The answer is simple: we can simulate lambdas. I spent some time building them, but eventually stumbled on the great work of Oliver Steele (http://osteele.com/sources/javascript/functional/) released under the MIT license. I immediately adopted his code with minor modifications.

What does lambda do for you? It gives you a super simple way to express functions with strings using a light-weight translator.

Let’s include the package and define a short-cut for the namespace first, which will be reused in coming examples:

dojo.require("dojox.lang.functional");
var df = dojox.lang.functional;

I assume that you have some cursory knowledge of the Dojo package system. Describing the dojox.lang.functional I describe the current trunk version (just do “svn co http://svn.dojotoolkit.org/dojo/view/anon/all/trunk dojo” to check it out, details are here). Now we can define a function to add two values:

var add = df.lambda("+");

That’s it! Division? Here you go:

var div = df.lambda("/");

Do you want to increment any value by 5? Easy:

var add5 = df.lambda("+5");

Do you want to divide it by 2?

var div2 = df.lambda("/2");

Divide 2 by your value?

var twoDiv = df.lambda("2/");

Compute a minimum of two values?

var min2 = df.lambda("Math.min(a, b)");

Why do you want to dress Math.min() like that? Math.min() takes as many arguments as specified. With lambda we restricted the arity of this function to two arguments, the rest will be ignored.

The rules of the lambda encoding are very simple:

If the string starts with an operator, this is the place for an implicit argument.
If the string ends with an operator, this is the place for an implicit argument.
Otherwise the string is inspected for free standing identifiers, which start with a lower-case character. They will be arguments in the left-to-right order. (Common reserved identifiers are ignored, e.g., “this”, “typeof”, and similar are skipped. You can see the whole list of them at the bottom of this article.)
Otherwise the string is inspected for a full-blown lambda function declaration like this: a, b -> Math.min(a, b). This is the simple way to specify the order of arguments, if it doesn’t match the order deduced by the previous rule.

As you can see these rules make writing functions compact and simple. The downside is obvious too: every time we will parse and create a function dynamically. Don’t panic! In most cases the overhead is acceptable, just don’t do stupid things like re-creating the same function in the loop—pre-create it and it will be as fast as the regular JavaScript function.

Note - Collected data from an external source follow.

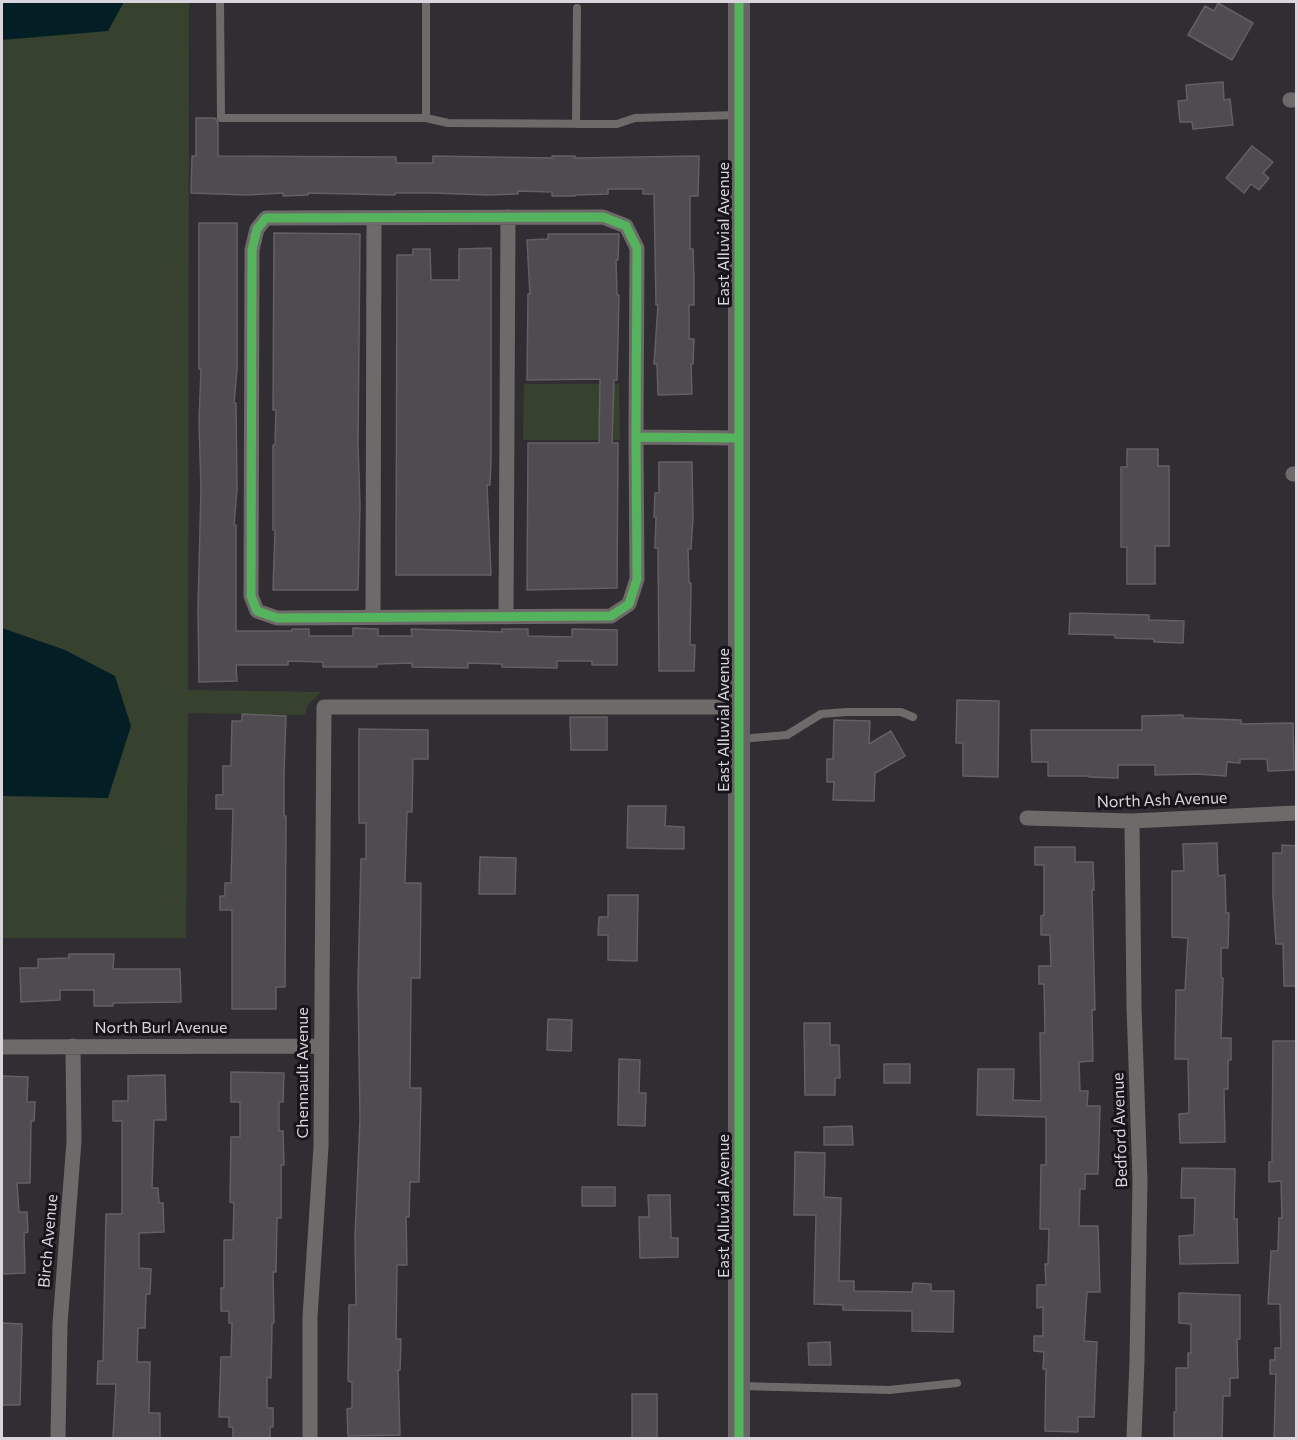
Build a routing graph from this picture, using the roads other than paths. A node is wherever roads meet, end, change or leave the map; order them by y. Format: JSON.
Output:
{"nodes":[{"id":1,"x":220,"y":2,"type":"edge"},
{"id":2,"x":426,"y":2,"type":"edge"},
{"id":3,"x":739,"y":2,"type":"edge"},
{"id":4,"x":577,"y":8,"type":"dead end"},
{"id":5,"x":739,"y":115,"type":"junction"},
{"id":6,"x":426,"y":118,"type":"junction"},
{"id":7,"x":576,"y":124,"type":"junction"},
{"id":8,"x":508,"y":217,"type":"junction"},
{"id":9,"x":374,"y":218,"type":"junction"},
{"id":10,"x":636,"y":437,"type":"junction"},
{"id":11,"x":739,"y":438,"type":"junction"},
{"id":12,"x":373,"y":617,"type":"junction"},
{"id":13,"x":506,"y":617,"type":"junction"},
{"id":14,"x":739,"y":707,"type":"junction"},
{"id":15,"x":914,"y":717,"type":"dead end"},
{"id":16,"x":739,"y":739,"type":"junction"},
{"id":17,"x":1296,"y":813,"type":"edge"},
{"id":18,"x":1028,"y":818,"type":"dead end"},
{"id":19,"x":1131,"y":821,"type":"junction"},
{"id":20,"x":73,"y":1046,"type":"junction"},
{"id":21,"x":321,"y":1046,"type":"junction"},
{"id":22,"x":2,"y":1047,"type":"edge"},
{"id":23,"x":957,"y":1383,"type":"dead end"},
{"id":24,"x":739,"y":1386,"type":"junction"},
{"id":25,"x":58,"y":1438,"type":"edge"},
{"id":26,"x":310,"y":1438,"type":"edge"},
{"id":27,"x":739,"y":1438,"type":"edge"},
{"id":28,"x":1134,"y":1438,"type":"edge"}],
"edges":[{"from":1,"to":6,"type":"lane"},
{"from":2,"to":6,"type":"lane"},
{"from":3,"to":5,"type":"street","name":"East Alluvial Avenue"},
{"from":4,"to":7,"type":"lane"},
{"from":5,"to":7,"type":"lane"},
{"from":5,"to":11,"type":"street","name":"East Alluvial Avenue"},
{"from":6,"to":7,"type":"lane"},
{"from":8,"to":9,"type":"street"},
{"from":8,"to":10,"type":"street"},
{"from":8,"to":13,"type":"street"},
{"from":9,"to":12,"type":"street"},
{"from":9,"to":12,"type":"street"},
{"from":10,"to":11,"type":"street"},
{"from":10,"to":13,"type":"street"},
{"from":11,"to":14,"type":"street","name":"East Alluvial Avenue"},
{"from":12,"to":13,"type":"street"},
{"from":14,"to":16,"type":"street","name":"East Alluvial Avenue"},
{"from":14,"to":21,"type":"street","name":"Chennault Avenue"},
{"from":15,"to":16,"type":"lane"},
{"from":16,"to":24,"type":"street","name":"East Alluvial Avenue"},
{"from":17,"to":19,"type":"street","name":"North Ash Avenue"},
{"from":18,"to":19,"type":"street","name":"North Ash Avenue"},
{"from":19,"to":28,"type":"street","name":"Bedford Avenue"},
{"from":20,"to":21,"type":"street","name":"North Burl Avenue"},
{"from":20,"to":22,"type":"street","name":"North Burl Avenue"},
{"from":20,"to":25,"type":"street","name":"Birch Avenue"},
{"from":21,"to":26,"type":"street","name":"Chennault Avenue"},
{"from":23,"to":24,"type":"lane"},
{"from":24,"to":27,"type":"street","name":"East Alluvial Avenue"}]}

Let’s re-write our example once more:

var sum = values.reduce(df.lambda("+"));
var percents = values.map(function(val){ return val / sum; });

Hmm. We cannot pull the sum variable directly because it is not in our scope. We’ll deal with it later. What else is wrong? The call to df.lambda(). We can safely dispatch it too:

var sum = df.reduce(values, "+");

Huh?

The dojox.lang.functional defines all familiar functions with following improvements:

If the callback function is a string, it is interpreted as a lambda expression.
If the callback function is an array, it is interpreted as a function composition — all elements are interpreted as functions and applied right-to-left sequentially.
Just like the Dojo Core iterative functions they operate on dense arrays.
If the input array is a string, it is converted into an array of characters. (Both the Dojo Core and JS 1.6 iterative functions do the same.)
If the input "array" is actually an object, it is assumed to be a simple iterator object (more on that later).

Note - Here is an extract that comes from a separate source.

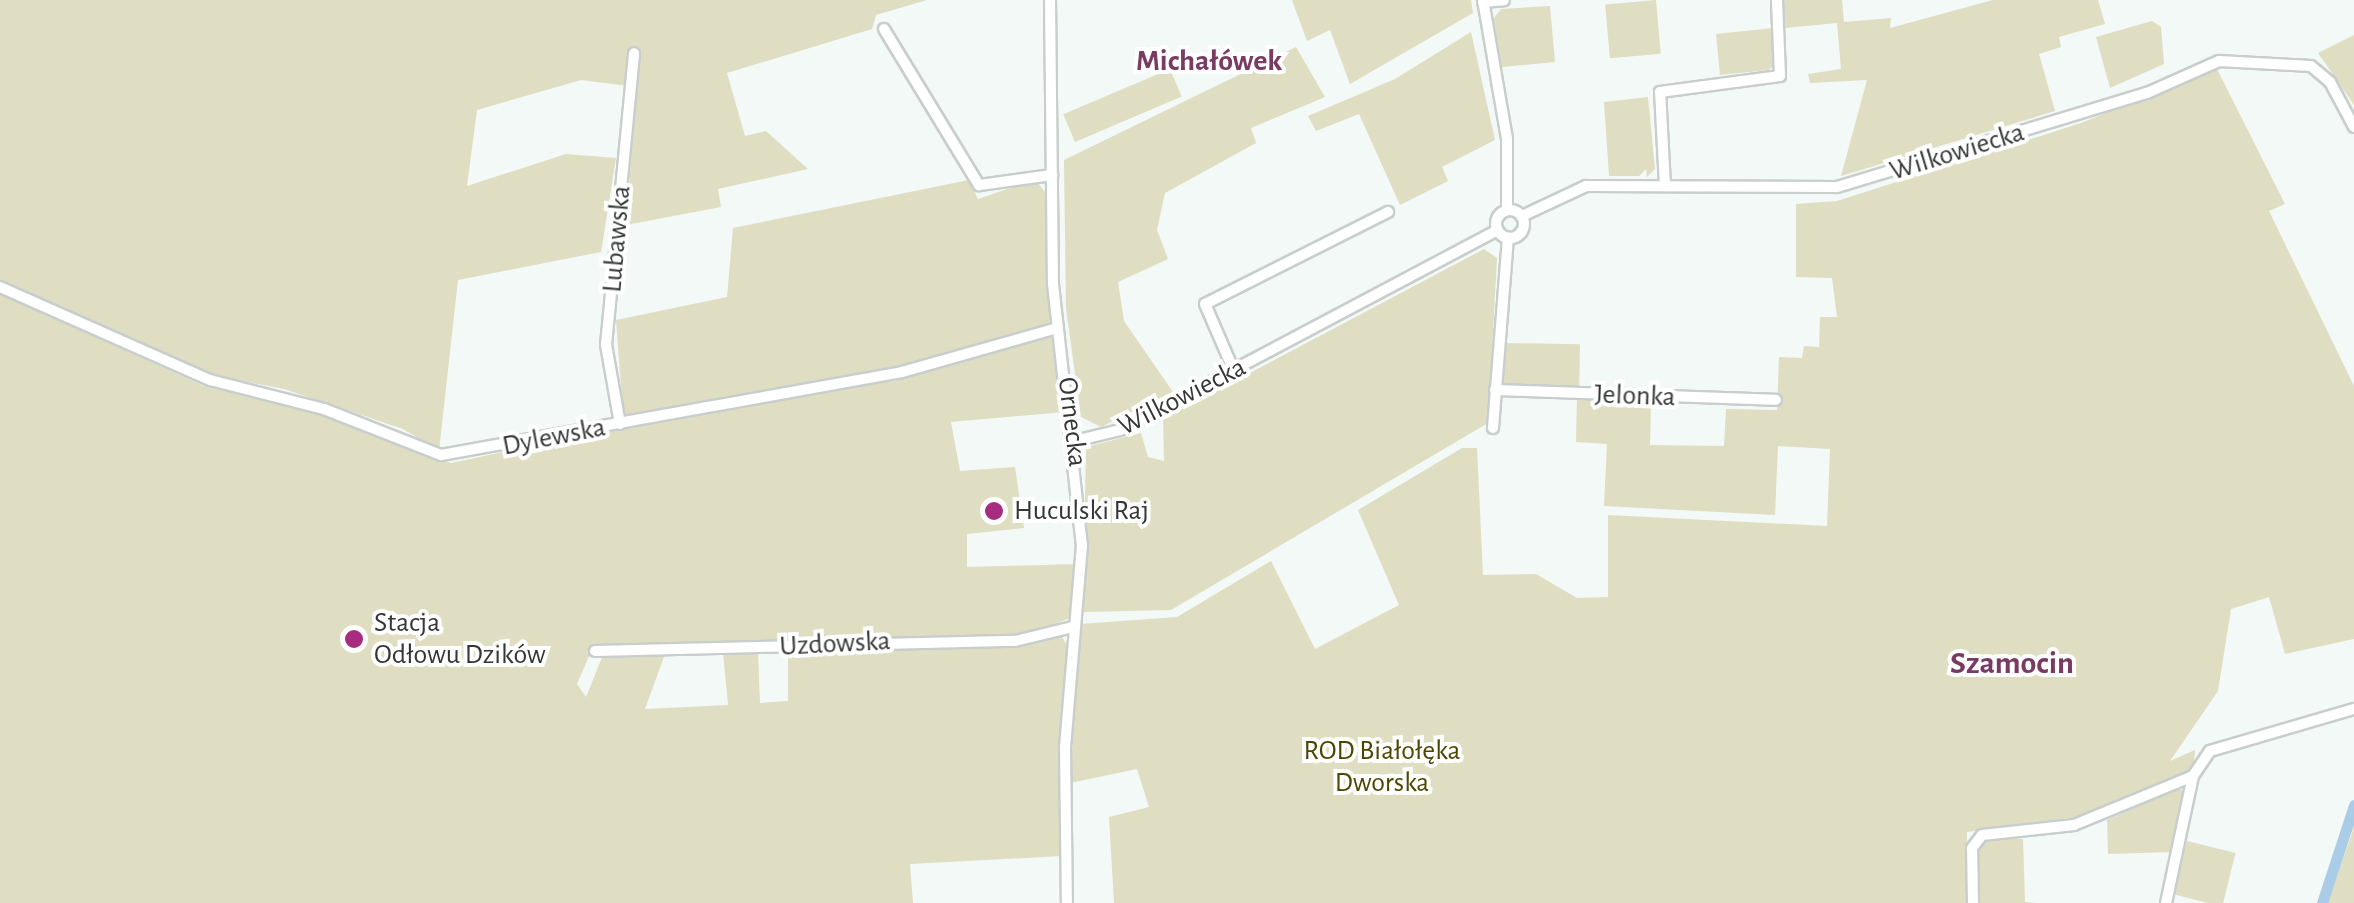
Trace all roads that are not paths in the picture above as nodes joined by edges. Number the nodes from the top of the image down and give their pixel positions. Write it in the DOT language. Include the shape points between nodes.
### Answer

And it defines the full fold/reduce family of functions and much more.

Prototypes of the five iterative functions are the same as in the Dojo Core (of course, you should prefix them with “df” instead of “dojo”). Both reduce() and reduceRight() are defined in the dojox.lang.functional.fold module, which should be included explicitly. Their prototypes:

df.reduce(array, callback[, initialValue])
df.reduceRight(array, callback[, initialValue])

You can see it is pretty consistent with both JS 1.8 definitions and the Dojo Core definitions. The callback function prototype is the same as in the standard.

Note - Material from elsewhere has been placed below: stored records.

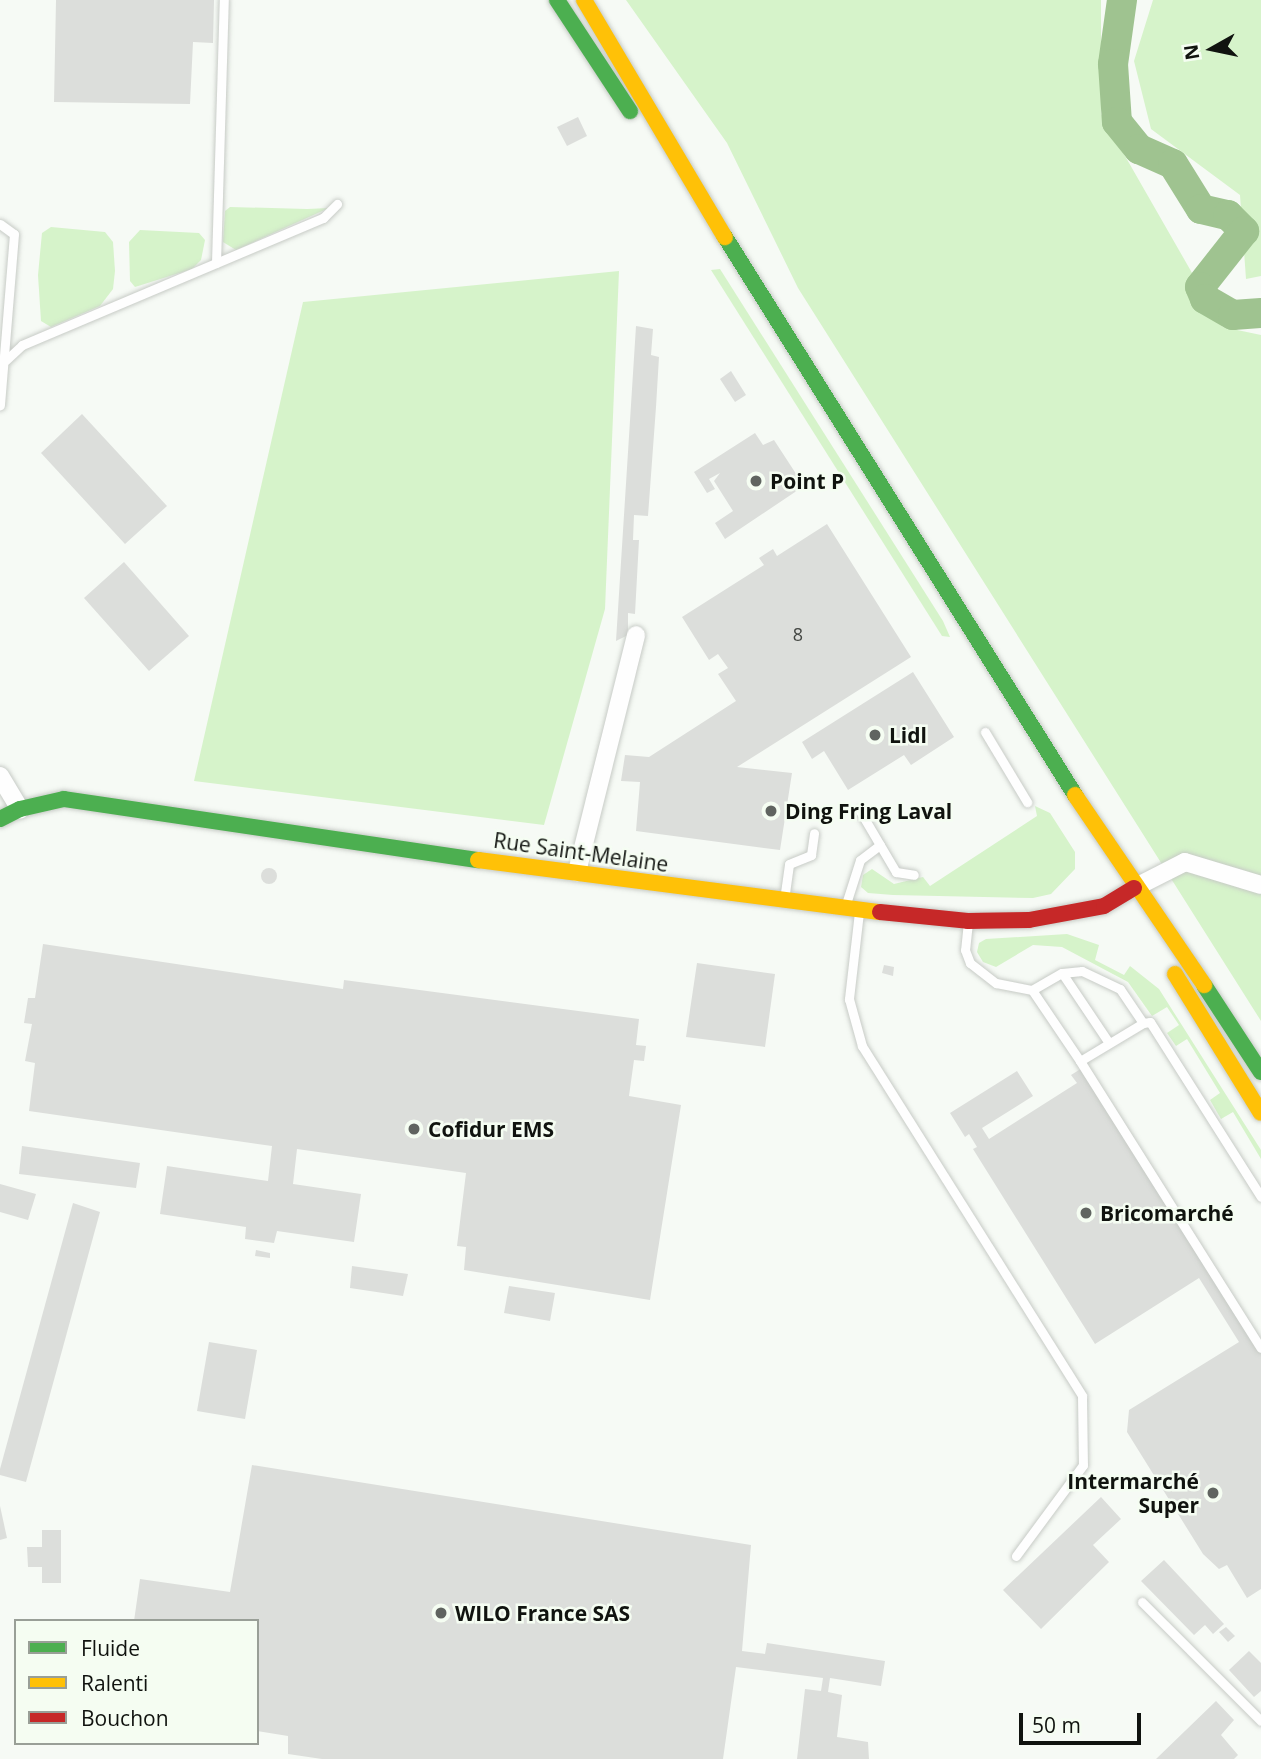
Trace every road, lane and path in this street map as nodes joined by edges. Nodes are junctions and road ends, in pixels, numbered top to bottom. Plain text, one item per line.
1 (224, 0) edge
2 (557, 0) edge
3 (583, 0) edge
4 (337, 204) dead end
5 (0, 223) edge
6 (216, 263) junction
7 (783, 336) junction
8 (6, 360) junction
9 (0, 405) edge
10 (636, 635) dead end
11 (985, 732) dead end
12 (0, 776) edge
13 (1027, 802) dead end
14 (20, 809) junction
15 (860, 811) dead end
16 (0, 819) edge
17 (814, 833) dead end
18 (880, 845) junction
19 (578, 872) junction
20 (914, 875) dead end
21 (1261, 885) edge
22 (1134, 888) junction
23 (784, 901) junction
24 (852, 910) junction
25 (968, 920) junction
26 (1062, 973) junction
27 (1032, 990) junction
28 (1143, 1023) junction
29 (1109, 1043) junction
30 (1080, 1061) junction
31 (1261, 1072) edge
32 (1261, 1113) edge
33 (1261, 1197) edge
34 (1261, 1348) edge
35 (1016, 1556) dead end
36 (1142, 1602) dead end
37 (1261, 1721) edge

1 - 6 lane
2 - 7 main road
3 - 7 main road
4 - 6 lane
5 - 8 lane
6 - 8 lane
7 - 22 main road
8 - 9 lane
10 - 19 street
11 - 13 lane
12 - 14 street
14 - 16 main road, Rue Saint-Melaine
14 - 19 main road, Rue Saint-Melaine
15 - 18 lane
17 - 23 lane
18 - 20 lane
18 - 24 lane
19 - 23 main road, Rue Saint-Melaine
21 - 22 street
22 - 25 main road, Rue Saint-Melaine
22 - 31 main road
22 - 32 main road
23 - 24 main road, Rue Saint-Melaine
24 - 25 main road, Rue Saint-Melaine
24 - 35 lane
25 - 27 lane
26 - 27 lane
26 - 28 lane
26 - 29 lane
27 - 30 lane
28 - 29 lane
28 - 33 lane
29 - 30 lane
30 - 34 lane
36 - 37 lane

The dojox.lang.functional.fold module defines four more classic fold methods:

df.foldl(array, callback, initialValue[, thisObject])
df.foldl1(array, callback[, thisObject])
df.foldr(array, callback, initialValue[, thisObject])
df.foldr1(array, callback[, thisObject])

foldl() is essentially the reduce() function with the initial value, but you can specify an optional context. foldl1() is reduce() without the initial value, and an optional context. foldr() and foldr1() are defined similarly, but just like reduceRight() they operate right-to-left. (In reality reduce() is defined in terms of foldl() and foldl1(), and reduceRight() is defined in terms of foldr() and foldr1().)

Okay, let’s rewrite the example again:

var percents = df.map(values, "/ this", df.reduce(values, "+"));

One line that can be moved around portably. The sum variable was eliminated, the value is passed directly as the context to our divide lambda. No index variables and associated junk.

What if we have to call this line over and over and profiling shows performance problems? We can instantiate our lambdas once and reuse them:

var add = df.lambda("+"), divThis = df.lambda("/ this");
...
var percents = df.map(values, divThis, df.foldl1(values, add));

Of course we can pass real functions as well.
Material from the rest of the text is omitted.